How can you know that your baby is ready for solid food? Child experts mentioned sure signs such as when the child starts holding the head in a steady and upright position, sit down without support, mouthing the hands, and crave food by leaning forward and opening the mouth. You might believe your baby is ready for solid food, but nutritionists recommended that you start with a half spoonful or less, then, increasing the quantity as your baby grows.
Foods are crucial in your toddler’s development, but they equally can be dangerous when wrongly eaten. Certain foods can be deadly to children because they can easily choke children, especially those under four years. Kids at this age are yet to learn how to chew, and in most cases, they swallow food as a whole. Round and hard foods can be dangerous to your kid’s life, and you should avoid feeding them with such foods. If you choose to give the foods to your child, opt for the grounded ones or cut them into small pieces for easier consumption.
“Children are around one-and-a-half years old before they have their first set of molars, and they don’t have a full set of childhood teeth, including the final set of childhood molars, until age 3. Although 3-year-old children have both sets of molars, they are still learning to chew and grind with their molars effectively,” said Paediatrician Catie Sandberg of UnityPoint Health.

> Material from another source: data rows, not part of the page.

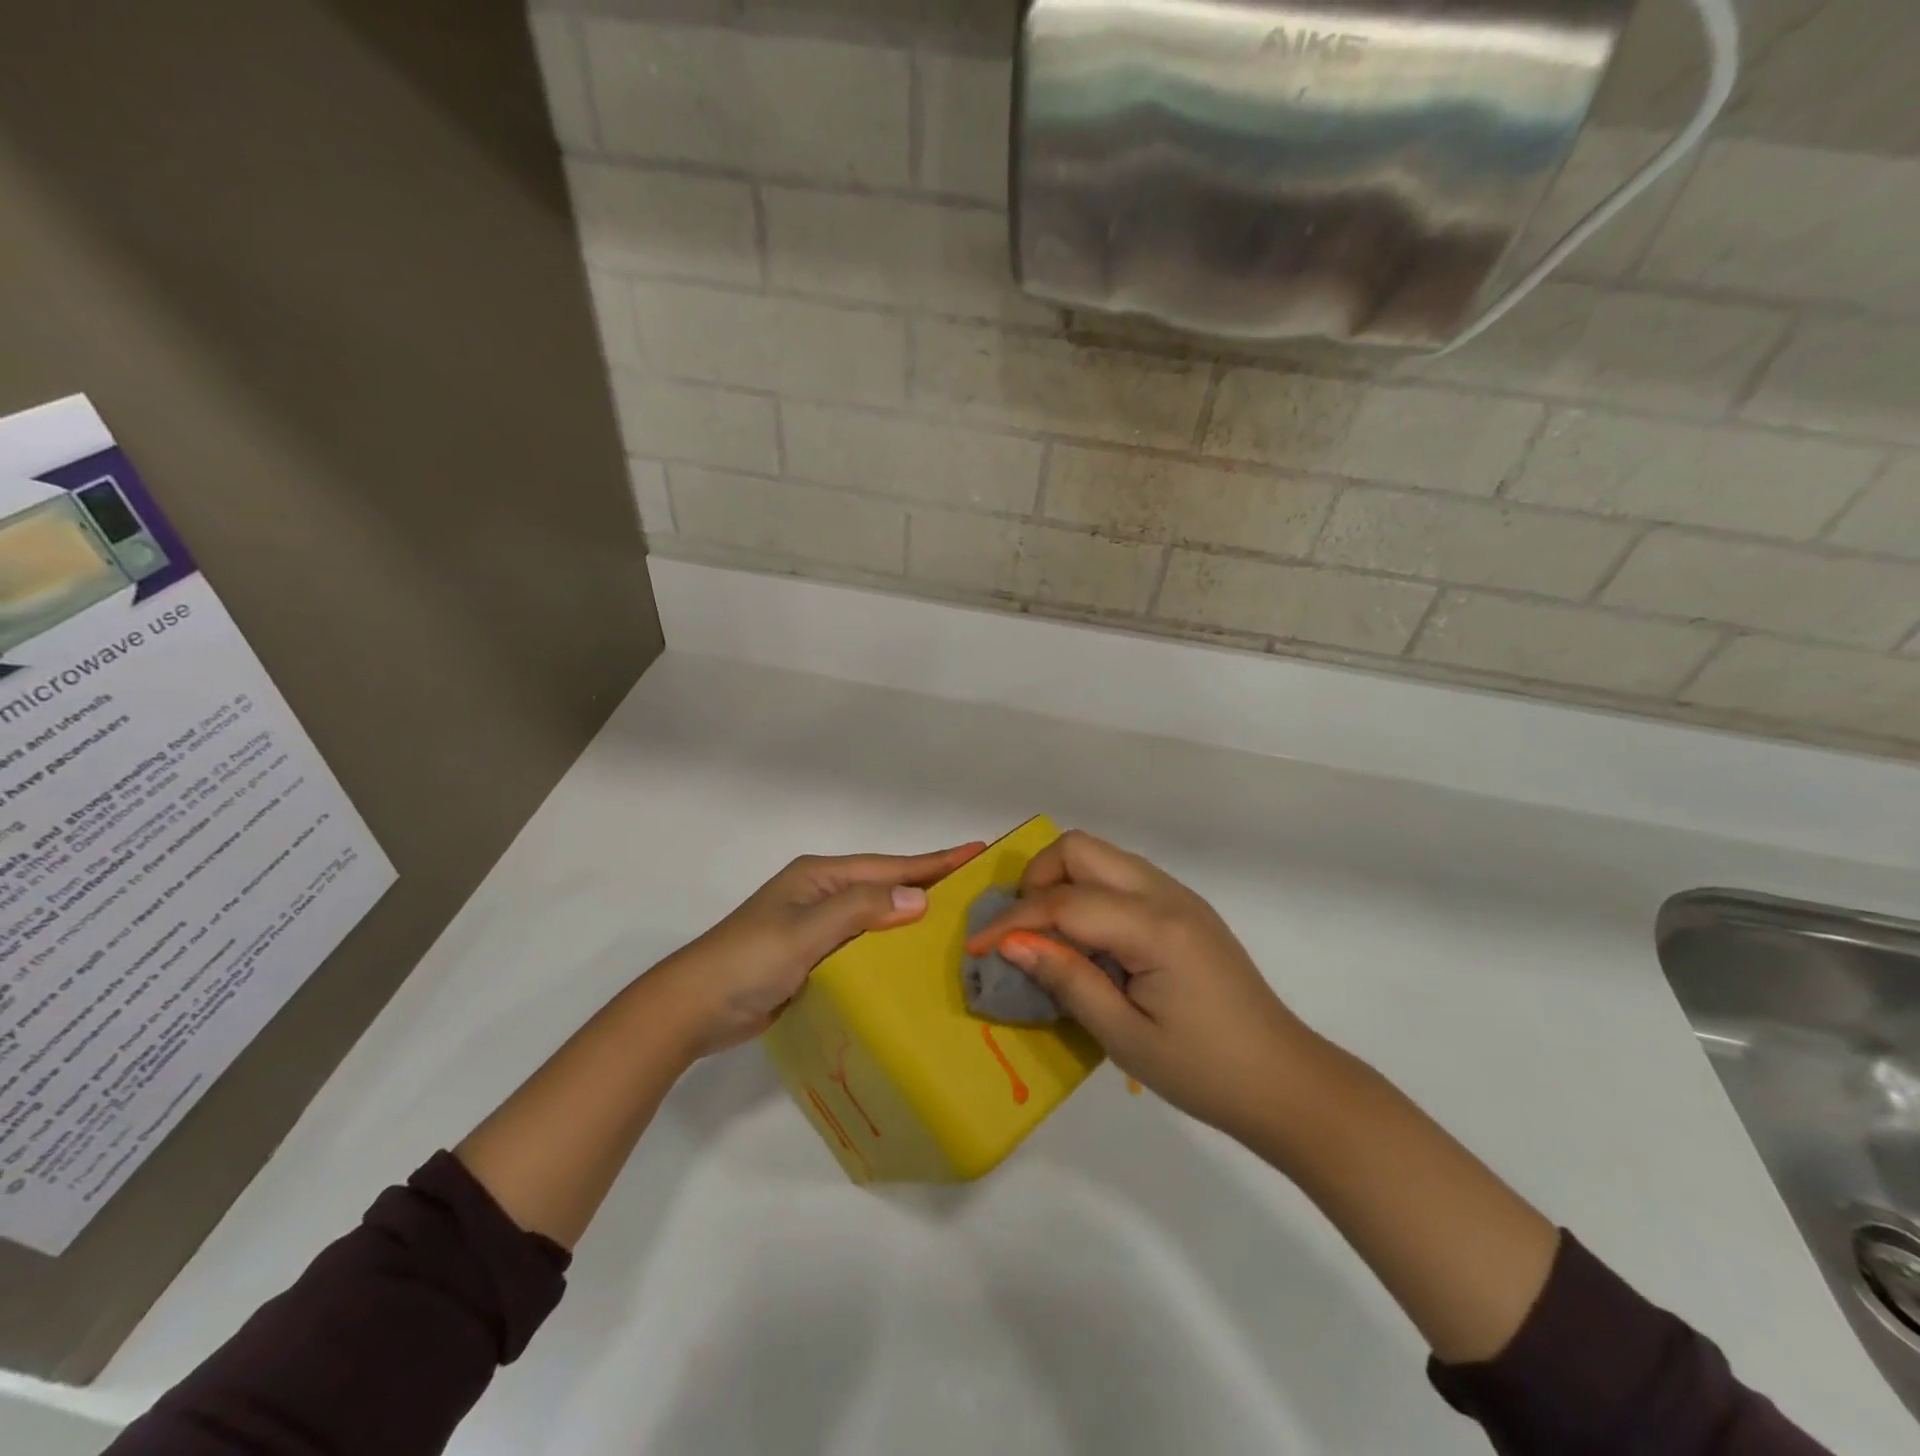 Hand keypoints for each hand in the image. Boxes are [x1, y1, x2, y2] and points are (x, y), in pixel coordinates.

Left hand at [656, 842, 983, 1054]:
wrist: (693, 1008)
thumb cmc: (748, 960)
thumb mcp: (806, 931)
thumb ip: (860, 910)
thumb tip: (919, 898)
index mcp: (820, 876)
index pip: (889, 866)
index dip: (934, 861)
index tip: (977, 851)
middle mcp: (822, 895)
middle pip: (886, 886)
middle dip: (928, 885)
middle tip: (978, 888)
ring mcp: (817, 927)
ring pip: (877, 917)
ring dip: (912, 918)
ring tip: (958, 923)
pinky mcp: (814, 958)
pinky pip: (864, 946)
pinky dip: (890, 949)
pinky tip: (914, 961)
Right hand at [966, 830, 1320, 1139]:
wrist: (1285, 1082)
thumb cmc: (1205, 1071)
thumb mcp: (1125, 1037)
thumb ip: (1068, 980)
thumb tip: (1013, 943)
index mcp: (1154, 927)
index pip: (1064, 902)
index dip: (1013, 921)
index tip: (976, 948)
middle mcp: (1166, 894)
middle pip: (1081, 848)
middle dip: (1037, 879)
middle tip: (1020, 930)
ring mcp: (1178, 895)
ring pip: (1102, 855)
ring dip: (1063, 881)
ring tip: (1046, 932)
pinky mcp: (1184, 907)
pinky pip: (1122, 876)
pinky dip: (1089, 891)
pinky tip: (1087, 938)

Researchers have discovered that food choking is the leading cause of death in children ages 14 and below. The American Academy of Paediatrics (AAP) report shows that one child dies from choking on food every five days. Raw, whole, or foods that are in specific shapes are risky, thus should be replaced with safer ones.
We compiled foods that you should keep away from your baby because they are unsafe. There might be pretty many foods missing from the list. However, the information provided helps to impart knowledge on what is anodyne to your baby.
1. Whole grapes
There are high possibilities for whole grapes to get stuck in your toddler’s throat either with or without skin. Therefore, there is a need to cut them in half or quarters to make it easier for your kid to swallow. Grapes are smaller in size and round, meaning they can easily block the kid’s airway.
Just like whole grains, popcorns can quickly get stuck in your child’s respiratory tract. No matter how your kid likes kernels of popcorns, you have no option but to restrain them from taking grains because they are dry and hard to chew. Opt for rice cakes or puffed popcorn instead.
3. Hot dogs
Their tube-like shape and compressibility make hot dogs a choking hazard. Cut them long-wise and in small pieces if you choose to feed them to your toddler. Due to their round shape, they could effortlessly lodge the airway.
4. Raw vegetables
A whole vegetable can pose a danger to your kid. When a piece breaks off or cuts by the child’s incisors, it could stick in the throat. Foods such as carrot, sticks, celery sticks, apple slices, cucumber can become hard to chew. You can either steam or slightly cook your veggies. Besides, you can also shred them instead of serving them as a whole.
5. Larger chunks of meat/cheese
If adults find it challenging to chew thin slices of steak or chicken, what do we expect from toddlers? Go for shredded grounded meat or shredded/crumbled cheese that your kid can bite.
6. Peanut butter
Peanut butter sometimes can be challenging for toddlers to move around in their mouths. It is advisable to thin the peanut butter a little with water and feed them using a spoon. You can substitute peanut butter with seed butter.
7. Chewing gum
Children below five years should be refrained from taking hard gums, according to the AAP. Gums like taffy can obstruct the child’s respiratory tract, causing a choking effect. The best solution is to keep gums away from your baby – even if they are craving for them.
As much as we all want our children to feed well, we must keep a close eye on them when feeding. Ensure your kid does not run, walk, lie down, and play with food in his mouth. Similarly, your child should sit up and in a safe place while eating. As a parent or caregiver, cook and prepare food appropriately to prevent choking.